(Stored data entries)
-------------------------

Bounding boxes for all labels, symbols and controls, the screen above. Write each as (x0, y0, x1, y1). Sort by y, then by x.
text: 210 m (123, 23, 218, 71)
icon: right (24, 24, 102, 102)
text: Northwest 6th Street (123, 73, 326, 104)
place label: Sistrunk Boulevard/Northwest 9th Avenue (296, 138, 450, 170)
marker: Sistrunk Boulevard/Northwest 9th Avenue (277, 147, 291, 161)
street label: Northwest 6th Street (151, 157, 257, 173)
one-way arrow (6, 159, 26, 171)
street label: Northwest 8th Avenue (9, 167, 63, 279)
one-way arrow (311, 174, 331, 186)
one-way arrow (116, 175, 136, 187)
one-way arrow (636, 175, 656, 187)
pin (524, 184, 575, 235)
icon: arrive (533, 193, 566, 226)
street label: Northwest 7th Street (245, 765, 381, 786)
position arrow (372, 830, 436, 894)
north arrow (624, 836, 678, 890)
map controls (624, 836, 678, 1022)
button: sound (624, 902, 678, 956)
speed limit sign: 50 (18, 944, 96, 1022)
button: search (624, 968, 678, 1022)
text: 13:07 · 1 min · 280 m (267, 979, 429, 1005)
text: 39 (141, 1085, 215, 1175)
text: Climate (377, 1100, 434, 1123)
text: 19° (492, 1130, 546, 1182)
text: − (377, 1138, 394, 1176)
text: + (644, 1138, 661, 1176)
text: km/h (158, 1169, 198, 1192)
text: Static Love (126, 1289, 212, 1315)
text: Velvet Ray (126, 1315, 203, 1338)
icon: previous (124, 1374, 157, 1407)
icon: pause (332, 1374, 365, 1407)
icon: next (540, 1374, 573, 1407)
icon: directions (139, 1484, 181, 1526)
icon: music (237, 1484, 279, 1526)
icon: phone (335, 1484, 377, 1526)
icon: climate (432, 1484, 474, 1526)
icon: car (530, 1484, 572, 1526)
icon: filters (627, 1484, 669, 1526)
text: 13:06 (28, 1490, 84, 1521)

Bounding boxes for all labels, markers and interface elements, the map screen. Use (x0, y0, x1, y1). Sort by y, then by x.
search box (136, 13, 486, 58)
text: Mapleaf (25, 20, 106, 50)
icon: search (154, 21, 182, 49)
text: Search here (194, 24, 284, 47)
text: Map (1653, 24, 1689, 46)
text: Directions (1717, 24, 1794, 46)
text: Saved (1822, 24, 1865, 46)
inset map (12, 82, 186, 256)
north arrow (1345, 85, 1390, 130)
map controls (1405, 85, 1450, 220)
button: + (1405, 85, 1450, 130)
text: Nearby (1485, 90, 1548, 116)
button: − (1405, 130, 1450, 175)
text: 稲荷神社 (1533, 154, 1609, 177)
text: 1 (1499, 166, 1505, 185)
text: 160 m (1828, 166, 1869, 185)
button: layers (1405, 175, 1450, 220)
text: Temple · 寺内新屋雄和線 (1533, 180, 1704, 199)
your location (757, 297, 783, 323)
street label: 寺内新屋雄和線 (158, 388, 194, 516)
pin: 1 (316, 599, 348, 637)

-------------------------

Lines from the entries that contain the word "boxes" are what the answer must hold.

[Task solution]
Bounding boxes for all labels, symbols and controls, the screen above. Write each as (x0, y0, x1, y1). Sort by y, then by x.
Bounding boxes for all labels, markers and interface elements, the map screen. Use (x0, y0, x1, y1). Sort by y, then by x.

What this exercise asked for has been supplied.